Wakefield counselors, teachers address mental health issues in teens


Staff Photo by Gaby Sciaudone

Wakefield’s Mindfulness Club spreads awareness to rising mental health issues in teens through this group of posters, which were created during one of their meetings. This club, along with counselors and teachers at Wakefield, are working to spread awareness and help students who may be struggling emotionally.

Gaby Sciaudone, Sports Editor

In the wake of rising mental health concerns in teens, counselors, teachers, coaches and Wakefield’s Mindfulness Club have implemented new ways to help students who are struggling emotionally. 

Juniors Mary Marley and Catherine Marley are the founders and co-presidents of Wakefield’s Mindfulness Club, which strives to bring positivity and mental health awareness to students throughout the school. 

“We wanted to do something for other students to create a way for them to get together to discuss personal growth,” Mary Marley said. 

Historically, mental health has been a taboo subject when it concerns high school students. Catherine Marley believes setting aside time to get acquainted with your feelings is crucial. 

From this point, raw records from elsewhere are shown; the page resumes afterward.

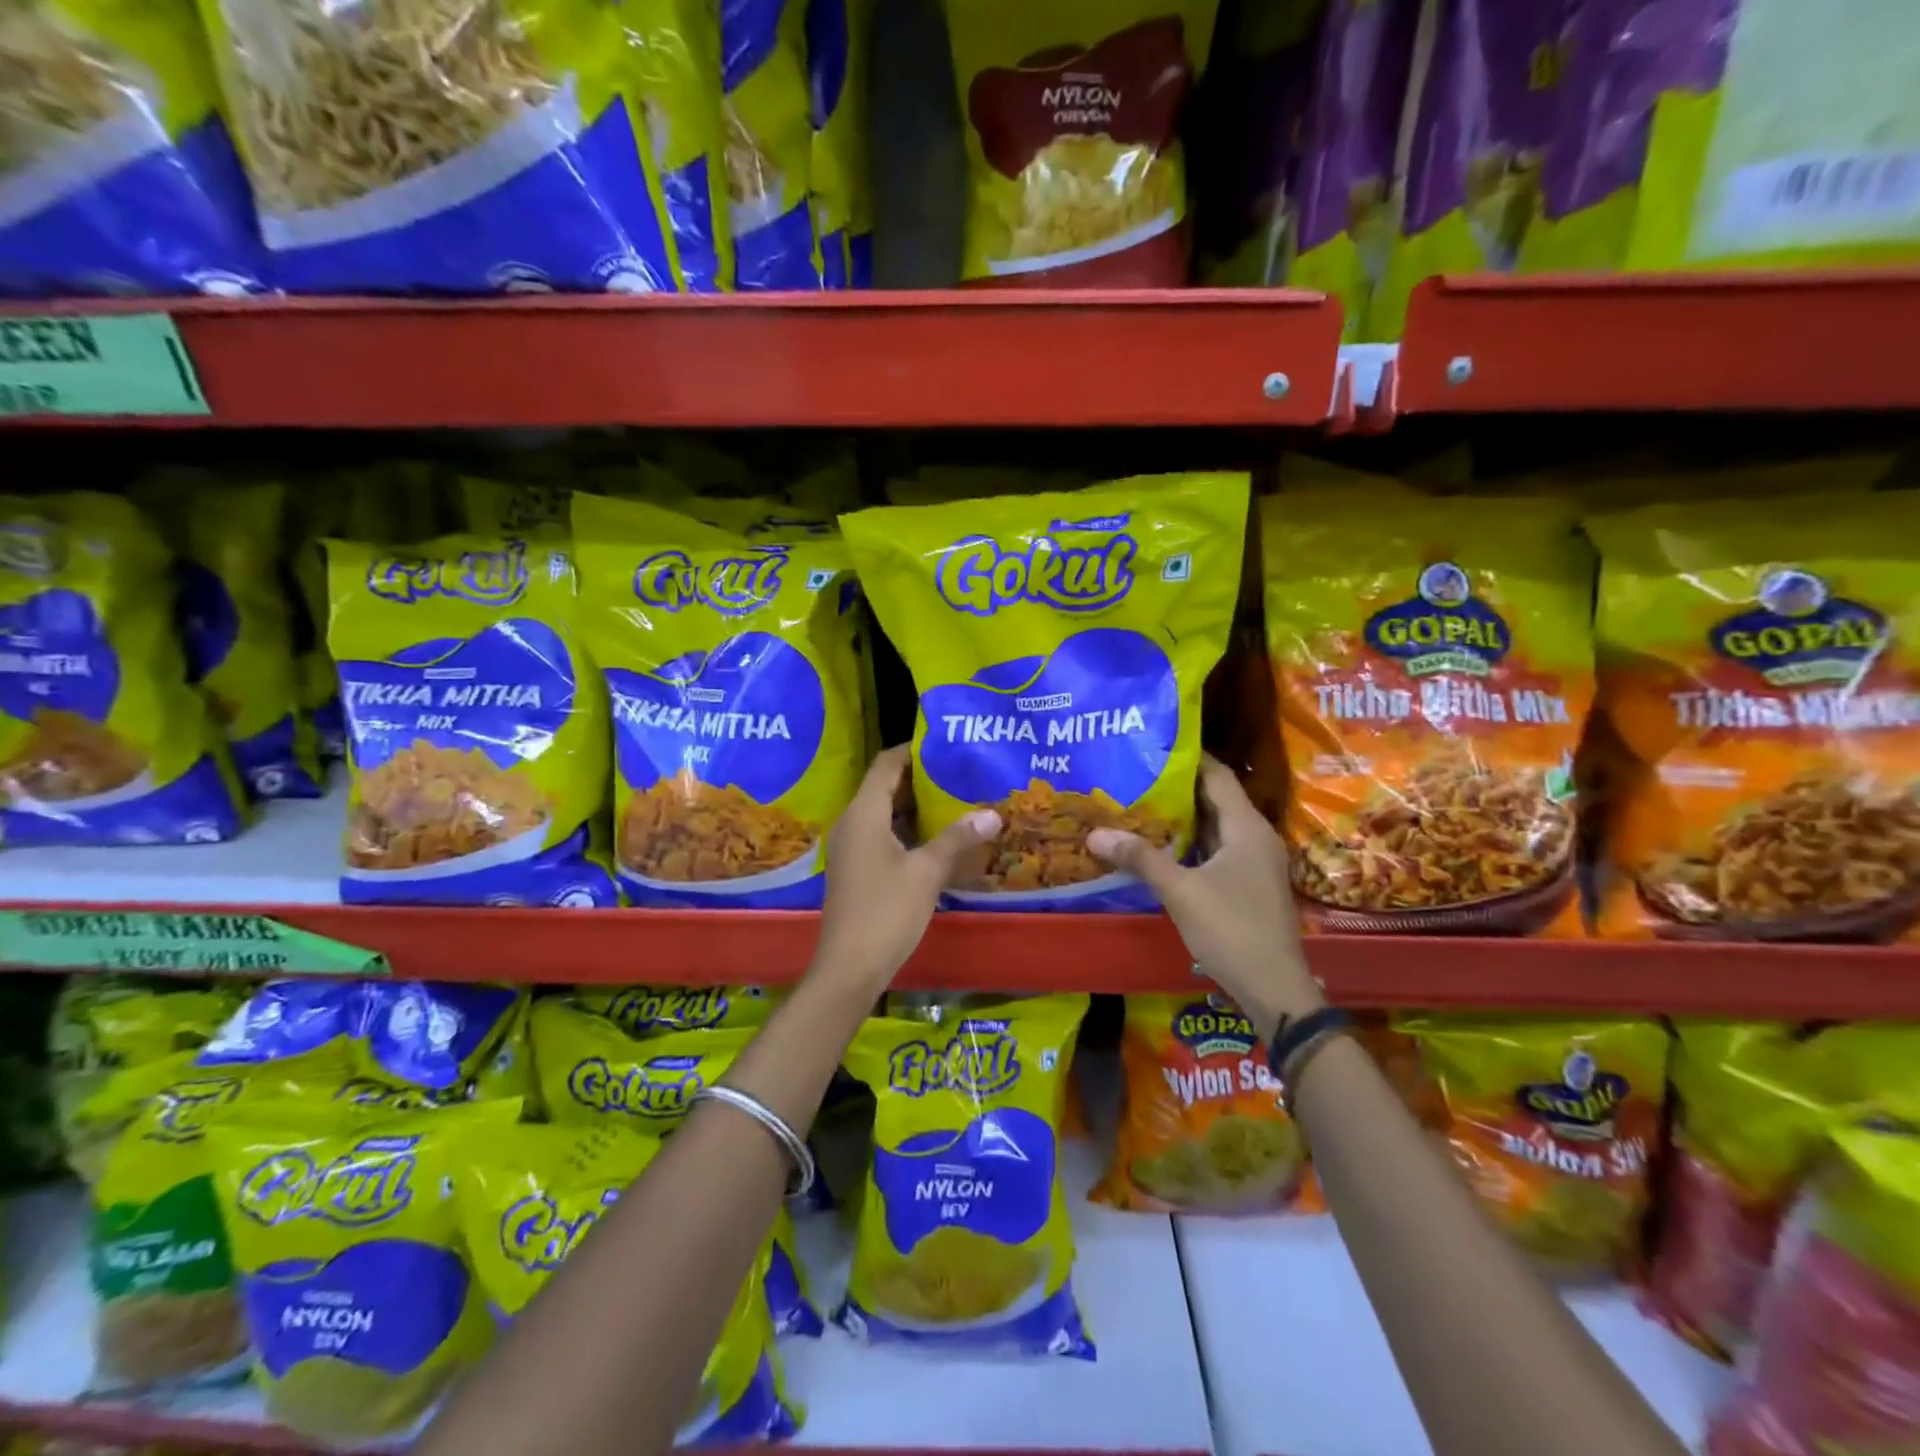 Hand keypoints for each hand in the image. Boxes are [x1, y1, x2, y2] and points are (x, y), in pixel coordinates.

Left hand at [813, 746, 1001, 987]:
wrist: (849, 967)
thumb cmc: (886, 912)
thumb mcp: (927, 872)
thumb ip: (957, 839)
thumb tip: (991, 813)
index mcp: (863, 814)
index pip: (885, 765)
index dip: (911, 750)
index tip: (943, 744)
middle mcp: (852, 824)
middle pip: (883, 787)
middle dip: (918, 778)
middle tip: (957, 771)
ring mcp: (851, 849)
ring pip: (884, 814)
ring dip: (914, 806)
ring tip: (953, 799)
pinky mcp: (855, 870)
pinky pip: (881, 835)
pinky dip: (906, 830)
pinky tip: (936, 839)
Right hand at [1088, 754, 1320, 1037]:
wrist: (1274, 988)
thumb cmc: (1231, 929)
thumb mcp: (1180, 891)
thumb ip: (1140, 859)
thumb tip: (1095, 834)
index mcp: (1246, 827)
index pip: (1217, 775)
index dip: (1188, 758)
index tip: (1152, 746)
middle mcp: (1255, 837)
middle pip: (1216, 799)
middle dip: (1177, 787)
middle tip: (1136, 775)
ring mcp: (1255, 862)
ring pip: (1215, 827)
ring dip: (1182, 817)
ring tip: (1141, 804)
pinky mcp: (1249, 884)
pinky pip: (1217, 850)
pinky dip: (1191, 843)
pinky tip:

“Mindfulness is such an important thing, and we don’t see enough of it in society,” Catherine Marley said. “Especially in high school, teens are stressed out about college applications, things at home, friends, and stress is high for a lot of people.”

Ninth-grade counselor Melissa Ansbacher also believes that mental health awareness is pivotal for a student’s success. 

“Even if a high school student is not going through something emotionally challenging, chances are they know someone who is,” Ansbacher said. “By bringing awareness [to mental health issues], students can not just help themselves but also help each other.” 

Ansbacher and other counselors at Wakefield High School recognize the importance of helping students with mental health issues and are working diligently to make students feel supported and comfortable at school. 

Even if students don’t always show it, their teacher may be the only person that the student sees that day that asks how they’re doing, and I think sometimes we forget that.

— Ansbacher

“We try to create a positive environment where students can feel like they can come to talk to us if they’re struggling,” Ansbacher said. 

This positive environment is important for student-athletes as well. Courtney Wainio is the men’s and women’s swim coach and has realized that however stressful sports can be, competing and being a part of a team can be very helpful toward improving one’s mental state. 

“Whether it’s an individual sport like swimming or track or a team sport like football or basketball, you learn a lot from yourself and become stronger mentally because of the things you go through in a sport,” Wainio said. 

However, students who do not participate in athletics do not have this outlet to help with their mental struggles, and instead may need help from others, whether a peer, a teacher or a counselor. A simple way to accomplish this is by having teachers at Wakefield High School regularly practice social-emotional learning check-ins. 

“People like being seen,” Ansbacher said. “Even if students don’t always show it, their teacher may be the only person that the student sees that day that asks how they’re doing, and I think sometimes we forget that.”

Practicing mindfulness and continuing to be aware of one’s mental state is crucial toward bettering the general mental health of society, specifically for high school students By addressing this issue, students, counselors, teachers and coaches at Wakefield can be able to assist anyone who may be faced with these challenges.

“Mental health is just as important as your physical health,” Mary Marley said. “The more people that are aware of their mental state, the healthier and happier the world would be.”